Riboflavin responsive ethylmalonic encephalopathy in two Korean sibs

Abstract

Ethylmalonic encephalopathy is a complex organic aciduria characterized by ethylmalonic aciduria, lactic acidemia with developmental delay, acrocyanosis, petechia and chronic mucoid diarrhea. Since 1994, less than 30 patients have been reported and the underlying metabolic defect is unknown.We report 2 affected sibs with typical clinical and biochemical phenotypes, and brain MRI findings. Patient I is a 5 years old girl who presents with developmental delay, spastic quadriplegia, and chronic diarrhea. She was hospitalized several times due to chronic diarrhea and pneumonia in the early infancy. She developed frequent skin petechiae on compression sites and cyanosis on the lower extremities. Brain MRI taken at the age of 25 months was suggestive of hypoxic ischemic encepahlopathy and no further evaluation was undertaken.

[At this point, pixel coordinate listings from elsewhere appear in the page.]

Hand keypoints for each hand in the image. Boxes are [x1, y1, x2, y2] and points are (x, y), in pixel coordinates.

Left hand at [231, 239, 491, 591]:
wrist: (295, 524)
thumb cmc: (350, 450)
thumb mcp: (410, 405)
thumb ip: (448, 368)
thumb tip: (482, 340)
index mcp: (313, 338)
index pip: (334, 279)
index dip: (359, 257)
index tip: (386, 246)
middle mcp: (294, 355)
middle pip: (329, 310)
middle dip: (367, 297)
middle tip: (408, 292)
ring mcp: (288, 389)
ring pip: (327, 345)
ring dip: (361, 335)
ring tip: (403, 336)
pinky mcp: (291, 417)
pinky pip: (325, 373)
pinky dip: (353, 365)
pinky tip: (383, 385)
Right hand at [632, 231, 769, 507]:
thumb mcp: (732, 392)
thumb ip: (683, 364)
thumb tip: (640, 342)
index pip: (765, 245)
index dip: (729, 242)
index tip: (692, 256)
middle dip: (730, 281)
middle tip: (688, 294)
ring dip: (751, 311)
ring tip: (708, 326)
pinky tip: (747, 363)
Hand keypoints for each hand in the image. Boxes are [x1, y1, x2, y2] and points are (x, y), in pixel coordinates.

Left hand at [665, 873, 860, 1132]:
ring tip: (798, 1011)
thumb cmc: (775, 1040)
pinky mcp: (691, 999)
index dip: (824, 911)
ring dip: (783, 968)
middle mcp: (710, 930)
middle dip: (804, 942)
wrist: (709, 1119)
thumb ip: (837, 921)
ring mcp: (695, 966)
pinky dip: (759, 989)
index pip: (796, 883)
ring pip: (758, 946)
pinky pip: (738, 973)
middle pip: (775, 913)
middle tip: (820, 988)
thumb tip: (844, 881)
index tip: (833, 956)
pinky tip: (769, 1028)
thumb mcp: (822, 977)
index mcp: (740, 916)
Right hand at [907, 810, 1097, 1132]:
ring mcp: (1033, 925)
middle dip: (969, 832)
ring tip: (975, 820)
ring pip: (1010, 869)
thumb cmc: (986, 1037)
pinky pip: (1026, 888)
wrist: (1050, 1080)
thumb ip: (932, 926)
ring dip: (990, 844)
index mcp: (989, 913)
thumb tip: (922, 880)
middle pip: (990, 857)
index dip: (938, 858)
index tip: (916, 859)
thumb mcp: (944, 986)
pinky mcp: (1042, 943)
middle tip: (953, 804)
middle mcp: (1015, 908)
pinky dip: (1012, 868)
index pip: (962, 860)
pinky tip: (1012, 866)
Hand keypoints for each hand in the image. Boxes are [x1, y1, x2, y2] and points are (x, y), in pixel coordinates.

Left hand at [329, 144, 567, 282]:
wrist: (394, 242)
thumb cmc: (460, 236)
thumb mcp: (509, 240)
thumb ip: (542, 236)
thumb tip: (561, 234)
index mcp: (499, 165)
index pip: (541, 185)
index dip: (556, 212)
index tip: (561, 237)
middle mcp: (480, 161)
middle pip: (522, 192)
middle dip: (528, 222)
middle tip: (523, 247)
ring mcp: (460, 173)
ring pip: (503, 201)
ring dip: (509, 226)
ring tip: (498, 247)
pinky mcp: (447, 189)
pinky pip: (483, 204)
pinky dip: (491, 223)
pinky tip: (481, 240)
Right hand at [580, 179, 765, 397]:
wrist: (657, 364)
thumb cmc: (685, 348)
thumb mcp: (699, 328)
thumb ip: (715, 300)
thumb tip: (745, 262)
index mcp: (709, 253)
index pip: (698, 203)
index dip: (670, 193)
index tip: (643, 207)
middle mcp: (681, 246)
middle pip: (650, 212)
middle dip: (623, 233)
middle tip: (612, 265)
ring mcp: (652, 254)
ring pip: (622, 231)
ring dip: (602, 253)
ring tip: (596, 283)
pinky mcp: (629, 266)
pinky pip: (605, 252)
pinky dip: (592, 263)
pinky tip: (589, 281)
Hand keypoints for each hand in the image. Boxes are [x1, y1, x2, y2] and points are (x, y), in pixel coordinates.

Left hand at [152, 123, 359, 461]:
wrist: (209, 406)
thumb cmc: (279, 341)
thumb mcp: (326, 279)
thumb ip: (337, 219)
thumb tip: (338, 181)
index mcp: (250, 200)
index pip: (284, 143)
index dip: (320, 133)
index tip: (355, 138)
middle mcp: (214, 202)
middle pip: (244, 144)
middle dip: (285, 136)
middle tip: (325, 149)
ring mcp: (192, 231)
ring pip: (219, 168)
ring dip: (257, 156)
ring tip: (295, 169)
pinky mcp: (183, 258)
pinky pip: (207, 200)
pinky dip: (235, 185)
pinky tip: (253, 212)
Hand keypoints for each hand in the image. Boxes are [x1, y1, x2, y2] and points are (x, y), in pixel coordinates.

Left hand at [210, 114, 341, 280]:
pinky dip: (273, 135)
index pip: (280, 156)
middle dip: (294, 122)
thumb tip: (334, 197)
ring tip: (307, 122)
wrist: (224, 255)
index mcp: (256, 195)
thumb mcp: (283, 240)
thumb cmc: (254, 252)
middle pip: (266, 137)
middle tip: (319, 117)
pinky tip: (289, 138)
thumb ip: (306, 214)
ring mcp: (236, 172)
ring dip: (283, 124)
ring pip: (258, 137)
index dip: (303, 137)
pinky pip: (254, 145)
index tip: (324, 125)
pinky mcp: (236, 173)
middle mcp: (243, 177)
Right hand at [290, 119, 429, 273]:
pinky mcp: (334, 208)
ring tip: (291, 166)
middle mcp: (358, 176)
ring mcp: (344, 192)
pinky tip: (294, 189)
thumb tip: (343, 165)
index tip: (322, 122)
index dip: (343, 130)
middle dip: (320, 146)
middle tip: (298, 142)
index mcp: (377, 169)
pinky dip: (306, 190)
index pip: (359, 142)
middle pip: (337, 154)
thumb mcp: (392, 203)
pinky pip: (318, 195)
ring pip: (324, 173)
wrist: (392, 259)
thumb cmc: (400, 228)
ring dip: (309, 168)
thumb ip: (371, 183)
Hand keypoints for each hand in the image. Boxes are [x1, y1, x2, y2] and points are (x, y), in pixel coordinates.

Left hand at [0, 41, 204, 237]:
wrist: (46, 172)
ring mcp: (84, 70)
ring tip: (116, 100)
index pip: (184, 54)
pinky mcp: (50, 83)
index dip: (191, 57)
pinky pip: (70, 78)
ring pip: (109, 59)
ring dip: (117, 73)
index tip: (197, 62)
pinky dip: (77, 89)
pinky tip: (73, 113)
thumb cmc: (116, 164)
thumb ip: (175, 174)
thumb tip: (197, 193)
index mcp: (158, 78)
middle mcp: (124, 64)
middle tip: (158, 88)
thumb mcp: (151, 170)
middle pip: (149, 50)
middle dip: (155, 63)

Patient 2, her younger sister, is a 34 months old girl who presents with a similar clinical course but had no evaluation until recently when she developed respiratory difficulty due to pneumonia which required hospitalization. She was able to control her head at 4 months of age and crawl at 9 months of age but never sit, stand or talk. Her spastic quadriplegia became worse after this episode and she is almost wheel chair bound. Brain MRI showed multifocal nodular T2 high signals in both basal ganglia with enhancement, patchy T2 high signals in both periventricular white matter, centrum semiovale, and cerebellum. Muscle biopsy showed diffuse atrophy but no evidence of mitocnondrial disorder. Organic acid and acylglycine profiles showed markedly elevated excretion of ethylmalonic acid (134 mmol/mol creatinine: controls: <18), isobutyrylglycine, butyrylglycine, methylbutyrylglycine, and isovalerylglycine were also elevated. Serum lactate was 3.2 mmol/L (control: 0.7-2.0). 100 mg/kg/day oral carnitine supplementation for 2 months had no visible effect. However, they became significantly more active and alert on riboflavin treatment (100 mg/day). Patient 1 rolled over and was socially more active with laughing and sounds. In patient 2, motor improvement was not significant but she became more alert and socially active. Notably, the chronic mucoid diarrhea subsided considerably in both children, but petechiae were unaffected.Our observations suggest that some cases with ethylmalonic encephalopathy could be responsive to riboflavin. In vitro evaluation of fatty acid and branched chain amino acid metabolism is in progress.